> **Your instructions**: From the line containing "235, 141), SkSamplingOptions());" down to the line containing "317, 1574, font11, paint);" in the records below, reproduce every line exactly, ends included, and omit all others.

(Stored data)
===

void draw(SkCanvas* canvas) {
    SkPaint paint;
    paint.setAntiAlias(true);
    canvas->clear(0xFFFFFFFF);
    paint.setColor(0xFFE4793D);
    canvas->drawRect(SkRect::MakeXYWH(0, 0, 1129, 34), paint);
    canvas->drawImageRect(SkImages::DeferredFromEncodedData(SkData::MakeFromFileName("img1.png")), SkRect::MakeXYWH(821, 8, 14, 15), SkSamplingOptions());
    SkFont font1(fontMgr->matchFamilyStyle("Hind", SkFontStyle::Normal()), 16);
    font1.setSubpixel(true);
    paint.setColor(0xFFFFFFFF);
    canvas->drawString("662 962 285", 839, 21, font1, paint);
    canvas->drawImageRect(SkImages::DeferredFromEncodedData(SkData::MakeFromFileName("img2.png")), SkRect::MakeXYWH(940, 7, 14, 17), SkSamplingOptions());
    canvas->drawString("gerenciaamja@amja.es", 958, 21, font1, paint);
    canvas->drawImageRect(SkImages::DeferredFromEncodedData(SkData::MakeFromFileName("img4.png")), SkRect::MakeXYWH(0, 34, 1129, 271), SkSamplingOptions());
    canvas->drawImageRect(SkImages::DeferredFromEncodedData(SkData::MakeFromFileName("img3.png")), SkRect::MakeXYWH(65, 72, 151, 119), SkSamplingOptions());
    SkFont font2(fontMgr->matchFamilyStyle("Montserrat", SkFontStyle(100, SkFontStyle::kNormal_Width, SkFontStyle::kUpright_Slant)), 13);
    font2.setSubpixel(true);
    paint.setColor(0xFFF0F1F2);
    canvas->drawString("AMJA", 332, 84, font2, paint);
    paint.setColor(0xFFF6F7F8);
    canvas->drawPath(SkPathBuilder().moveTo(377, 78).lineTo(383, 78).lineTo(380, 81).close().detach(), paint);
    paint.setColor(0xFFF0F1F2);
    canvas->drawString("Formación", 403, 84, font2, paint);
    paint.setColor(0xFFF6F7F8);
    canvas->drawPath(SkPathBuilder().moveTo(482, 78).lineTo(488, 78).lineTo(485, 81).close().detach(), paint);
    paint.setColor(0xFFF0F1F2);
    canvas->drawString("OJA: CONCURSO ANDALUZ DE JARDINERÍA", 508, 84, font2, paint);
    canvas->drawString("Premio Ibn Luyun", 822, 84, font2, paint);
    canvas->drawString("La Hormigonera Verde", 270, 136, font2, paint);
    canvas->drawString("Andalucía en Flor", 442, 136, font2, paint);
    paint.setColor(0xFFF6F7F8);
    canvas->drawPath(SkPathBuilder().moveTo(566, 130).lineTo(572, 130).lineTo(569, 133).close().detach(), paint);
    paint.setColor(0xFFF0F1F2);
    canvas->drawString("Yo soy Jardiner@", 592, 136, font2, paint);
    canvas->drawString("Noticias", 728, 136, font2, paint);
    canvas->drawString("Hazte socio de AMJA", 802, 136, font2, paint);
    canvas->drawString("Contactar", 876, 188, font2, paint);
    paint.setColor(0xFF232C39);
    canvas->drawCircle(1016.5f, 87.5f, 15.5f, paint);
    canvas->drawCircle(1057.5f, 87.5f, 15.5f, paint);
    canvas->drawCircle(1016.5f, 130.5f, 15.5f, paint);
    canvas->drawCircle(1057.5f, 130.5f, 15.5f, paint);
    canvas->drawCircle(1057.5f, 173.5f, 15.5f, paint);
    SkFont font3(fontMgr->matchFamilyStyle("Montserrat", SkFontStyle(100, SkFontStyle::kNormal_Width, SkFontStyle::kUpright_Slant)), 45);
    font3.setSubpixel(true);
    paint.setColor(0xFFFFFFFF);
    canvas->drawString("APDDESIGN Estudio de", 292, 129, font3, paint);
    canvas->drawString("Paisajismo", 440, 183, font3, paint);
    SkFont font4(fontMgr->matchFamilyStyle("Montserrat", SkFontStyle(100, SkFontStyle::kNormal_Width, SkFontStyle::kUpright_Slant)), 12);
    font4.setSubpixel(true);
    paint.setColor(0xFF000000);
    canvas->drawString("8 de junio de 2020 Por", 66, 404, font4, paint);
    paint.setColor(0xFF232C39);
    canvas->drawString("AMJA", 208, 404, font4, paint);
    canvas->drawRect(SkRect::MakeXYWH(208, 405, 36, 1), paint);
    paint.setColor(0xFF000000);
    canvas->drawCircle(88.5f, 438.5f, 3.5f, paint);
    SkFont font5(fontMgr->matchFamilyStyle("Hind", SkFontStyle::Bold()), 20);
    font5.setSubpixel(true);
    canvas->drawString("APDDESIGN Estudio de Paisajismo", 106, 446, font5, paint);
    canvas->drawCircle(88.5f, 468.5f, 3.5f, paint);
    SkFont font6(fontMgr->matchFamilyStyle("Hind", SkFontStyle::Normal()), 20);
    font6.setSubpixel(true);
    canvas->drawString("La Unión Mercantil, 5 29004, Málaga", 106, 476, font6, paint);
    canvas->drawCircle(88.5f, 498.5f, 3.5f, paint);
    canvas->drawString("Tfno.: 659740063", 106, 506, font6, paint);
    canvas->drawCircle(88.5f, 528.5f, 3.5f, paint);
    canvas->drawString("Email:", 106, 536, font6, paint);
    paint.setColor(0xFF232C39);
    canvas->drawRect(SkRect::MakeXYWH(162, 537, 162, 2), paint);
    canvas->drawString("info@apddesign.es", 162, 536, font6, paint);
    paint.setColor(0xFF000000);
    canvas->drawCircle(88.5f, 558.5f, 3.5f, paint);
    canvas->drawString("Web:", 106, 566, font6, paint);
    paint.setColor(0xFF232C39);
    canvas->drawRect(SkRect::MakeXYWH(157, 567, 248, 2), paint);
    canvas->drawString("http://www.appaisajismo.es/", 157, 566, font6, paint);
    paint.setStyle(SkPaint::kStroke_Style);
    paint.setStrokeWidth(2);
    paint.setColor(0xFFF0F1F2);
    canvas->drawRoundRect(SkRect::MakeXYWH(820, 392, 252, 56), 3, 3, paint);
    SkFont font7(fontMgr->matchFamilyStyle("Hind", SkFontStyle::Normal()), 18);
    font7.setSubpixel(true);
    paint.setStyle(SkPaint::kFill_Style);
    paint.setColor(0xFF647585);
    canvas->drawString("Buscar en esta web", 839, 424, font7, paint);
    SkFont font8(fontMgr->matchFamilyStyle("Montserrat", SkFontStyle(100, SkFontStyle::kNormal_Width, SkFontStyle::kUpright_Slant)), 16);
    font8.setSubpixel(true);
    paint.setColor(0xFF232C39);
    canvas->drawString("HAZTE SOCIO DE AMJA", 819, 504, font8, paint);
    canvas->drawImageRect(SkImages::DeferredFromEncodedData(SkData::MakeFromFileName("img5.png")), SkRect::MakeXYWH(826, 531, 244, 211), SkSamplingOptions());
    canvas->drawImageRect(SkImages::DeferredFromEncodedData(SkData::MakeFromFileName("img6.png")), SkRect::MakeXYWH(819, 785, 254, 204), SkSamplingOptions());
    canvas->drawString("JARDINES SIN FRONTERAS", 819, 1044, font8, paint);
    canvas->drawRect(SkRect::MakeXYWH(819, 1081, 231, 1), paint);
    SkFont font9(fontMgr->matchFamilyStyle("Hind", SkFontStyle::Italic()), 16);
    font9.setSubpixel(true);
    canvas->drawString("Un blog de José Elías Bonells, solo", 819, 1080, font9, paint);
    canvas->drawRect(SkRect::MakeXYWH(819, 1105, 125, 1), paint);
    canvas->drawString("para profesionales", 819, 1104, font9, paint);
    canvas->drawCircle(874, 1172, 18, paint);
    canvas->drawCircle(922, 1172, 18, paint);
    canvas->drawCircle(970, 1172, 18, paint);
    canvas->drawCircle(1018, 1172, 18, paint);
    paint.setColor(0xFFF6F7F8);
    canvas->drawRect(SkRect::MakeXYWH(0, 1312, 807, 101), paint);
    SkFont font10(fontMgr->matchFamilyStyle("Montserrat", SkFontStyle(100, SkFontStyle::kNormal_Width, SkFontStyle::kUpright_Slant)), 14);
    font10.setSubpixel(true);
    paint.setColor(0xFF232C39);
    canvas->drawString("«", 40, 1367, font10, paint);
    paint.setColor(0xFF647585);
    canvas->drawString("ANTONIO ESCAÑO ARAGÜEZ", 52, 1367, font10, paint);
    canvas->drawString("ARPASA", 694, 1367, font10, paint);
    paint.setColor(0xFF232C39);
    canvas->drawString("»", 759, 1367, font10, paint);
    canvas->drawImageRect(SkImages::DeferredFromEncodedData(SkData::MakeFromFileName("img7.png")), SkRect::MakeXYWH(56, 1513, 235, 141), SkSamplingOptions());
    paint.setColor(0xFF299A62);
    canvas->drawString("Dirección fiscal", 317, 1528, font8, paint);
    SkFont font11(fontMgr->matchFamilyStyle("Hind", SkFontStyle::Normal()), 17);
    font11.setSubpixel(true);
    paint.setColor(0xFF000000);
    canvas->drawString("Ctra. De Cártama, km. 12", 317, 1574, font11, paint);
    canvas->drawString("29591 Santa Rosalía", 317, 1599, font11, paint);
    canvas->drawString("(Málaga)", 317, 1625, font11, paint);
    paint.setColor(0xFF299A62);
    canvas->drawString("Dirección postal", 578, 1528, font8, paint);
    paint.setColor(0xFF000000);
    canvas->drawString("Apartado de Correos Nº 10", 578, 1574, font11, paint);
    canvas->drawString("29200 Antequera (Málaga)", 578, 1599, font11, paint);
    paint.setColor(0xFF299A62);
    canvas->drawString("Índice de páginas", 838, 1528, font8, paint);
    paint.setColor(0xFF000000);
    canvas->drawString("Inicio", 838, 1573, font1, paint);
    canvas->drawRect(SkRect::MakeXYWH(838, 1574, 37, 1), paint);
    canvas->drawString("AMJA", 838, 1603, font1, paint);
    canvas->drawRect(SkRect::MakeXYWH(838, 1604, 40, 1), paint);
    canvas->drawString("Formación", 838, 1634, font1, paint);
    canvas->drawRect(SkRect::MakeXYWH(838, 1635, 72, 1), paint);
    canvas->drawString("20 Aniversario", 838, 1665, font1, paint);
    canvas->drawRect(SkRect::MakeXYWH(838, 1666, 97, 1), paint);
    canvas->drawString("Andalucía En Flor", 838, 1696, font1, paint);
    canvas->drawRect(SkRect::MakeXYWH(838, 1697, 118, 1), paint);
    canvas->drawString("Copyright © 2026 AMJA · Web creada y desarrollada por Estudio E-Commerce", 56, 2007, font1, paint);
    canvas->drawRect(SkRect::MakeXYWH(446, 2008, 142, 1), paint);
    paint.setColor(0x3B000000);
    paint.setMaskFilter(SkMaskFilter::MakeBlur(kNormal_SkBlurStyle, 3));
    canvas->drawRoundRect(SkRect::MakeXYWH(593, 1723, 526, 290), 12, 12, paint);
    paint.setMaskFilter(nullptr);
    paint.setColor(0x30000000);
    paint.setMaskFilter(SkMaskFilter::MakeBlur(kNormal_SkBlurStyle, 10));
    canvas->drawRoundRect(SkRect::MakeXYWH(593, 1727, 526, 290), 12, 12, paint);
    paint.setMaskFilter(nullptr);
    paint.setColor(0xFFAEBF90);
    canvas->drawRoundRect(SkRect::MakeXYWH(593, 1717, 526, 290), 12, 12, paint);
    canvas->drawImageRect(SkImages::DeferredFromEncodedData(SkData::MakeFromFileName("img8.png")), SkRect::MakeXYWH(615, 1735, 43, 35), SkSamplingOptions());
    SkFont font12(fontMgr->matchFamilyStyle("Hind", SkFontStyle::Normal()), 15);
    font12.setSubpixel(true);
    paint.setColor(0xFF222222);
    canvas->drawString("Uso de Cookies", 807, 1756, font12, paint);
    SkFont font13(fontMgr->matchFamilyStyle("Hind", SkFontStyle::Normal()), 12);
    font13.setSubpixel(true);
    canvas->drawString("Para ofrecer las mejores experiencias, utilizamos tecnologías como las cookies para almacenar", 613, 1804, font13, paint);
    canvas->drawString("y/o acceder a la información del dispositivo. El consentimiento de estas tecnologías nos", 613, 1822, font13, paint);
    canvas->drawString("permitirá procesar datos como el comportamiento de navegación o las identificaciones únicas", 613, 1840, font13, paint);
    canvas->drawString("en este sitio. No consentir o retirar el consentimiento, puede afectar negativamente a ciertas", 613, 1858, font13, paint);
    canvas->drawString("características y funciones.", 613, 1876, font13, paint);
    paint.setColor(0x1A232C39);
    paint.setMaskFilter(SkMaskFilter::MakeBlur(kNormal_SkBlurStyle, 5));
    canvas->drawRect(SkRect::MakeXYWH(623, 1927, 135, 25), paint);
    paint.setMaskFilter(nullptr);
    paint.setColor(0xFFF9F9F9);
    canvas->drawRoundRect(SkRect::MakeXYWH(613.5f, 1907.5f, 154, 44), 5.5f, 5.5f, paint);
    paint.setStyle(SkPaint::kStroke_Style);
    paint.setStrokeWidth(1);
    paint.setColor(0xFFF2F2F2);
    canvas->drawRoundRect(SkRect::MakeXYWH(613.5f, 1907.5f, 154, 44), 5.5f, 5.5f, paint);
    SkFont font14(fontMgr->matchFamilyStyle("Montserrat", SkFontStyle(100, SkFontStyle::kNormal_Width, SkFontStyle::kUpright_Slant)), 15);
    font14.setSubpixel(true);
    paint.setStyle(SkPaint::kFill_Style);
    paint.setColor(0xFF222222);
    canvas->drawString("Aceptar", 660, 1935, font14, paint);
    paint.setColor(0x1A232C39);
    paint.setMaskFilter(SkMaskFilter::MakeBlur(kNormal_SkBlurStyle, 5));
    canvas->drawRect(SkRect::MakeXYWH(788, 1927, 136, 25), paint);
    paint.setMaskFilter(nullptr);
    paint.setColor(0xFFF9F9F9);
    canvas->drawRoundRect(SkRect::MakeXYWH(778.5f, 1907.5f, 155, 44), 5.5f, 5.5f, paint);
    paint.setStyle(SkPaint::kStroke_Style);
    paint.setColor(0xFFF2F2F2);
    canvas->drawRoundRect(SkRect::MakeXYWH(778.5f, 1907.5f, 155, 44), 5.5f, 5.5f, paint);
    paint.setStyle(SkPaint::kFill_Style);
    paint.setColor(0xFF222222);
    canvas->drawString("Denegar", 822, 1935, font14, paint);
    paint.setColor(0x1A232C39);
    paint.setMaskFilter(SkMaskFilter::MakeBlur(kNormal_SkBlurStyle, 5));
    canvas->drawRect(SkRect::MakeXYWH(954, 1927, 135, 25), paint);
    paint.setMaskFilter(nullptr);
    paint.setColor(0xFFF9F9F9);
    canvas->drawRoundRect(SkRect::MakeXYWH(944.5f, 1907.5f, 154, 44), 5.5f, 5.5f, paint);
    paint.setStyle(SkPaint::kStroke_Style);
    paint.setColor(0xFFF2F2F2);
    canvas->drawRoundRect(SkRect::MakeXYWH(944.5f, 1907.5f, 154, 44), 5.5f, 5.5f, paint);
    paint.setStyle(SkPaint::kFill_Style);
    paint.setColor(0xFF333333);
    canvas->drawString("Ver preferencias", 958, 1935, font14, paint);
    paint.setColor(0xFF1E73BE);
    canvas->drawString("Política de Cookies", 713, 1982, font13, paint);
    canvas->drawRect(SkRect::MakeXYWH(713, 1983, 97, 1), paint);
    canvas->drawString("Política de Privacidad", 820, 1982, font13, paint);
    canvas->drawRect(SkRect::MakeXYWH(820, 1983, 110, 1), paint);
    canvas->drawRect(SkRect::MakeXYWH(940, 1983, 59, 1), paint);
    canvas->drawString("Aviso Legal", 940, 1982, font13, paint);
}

===

> **Answer area**:
    canvas->drawImageRect(SkImages::DeferredFromEncodedData(SkData::MakeFromFileName("img7.png")), SkRect::MakeXYWH(56, 1513, 235, 141), SkSamplingOptions());
    paint.setColor(0xFF299A62);
    canvas->drawString("Dirección fiscal", 317, 1528, font8, paint);
    SkFont font11(fontMgr->matchFamilyStyle("Hind", SkFontStyle::Normal()), 17);
    font11.setSubpixel(true);
    paint.setColor(0xFF000000);
    canvas->drawString("Ctra. De Cártama, km. 12", 317, 1574, font11, paint);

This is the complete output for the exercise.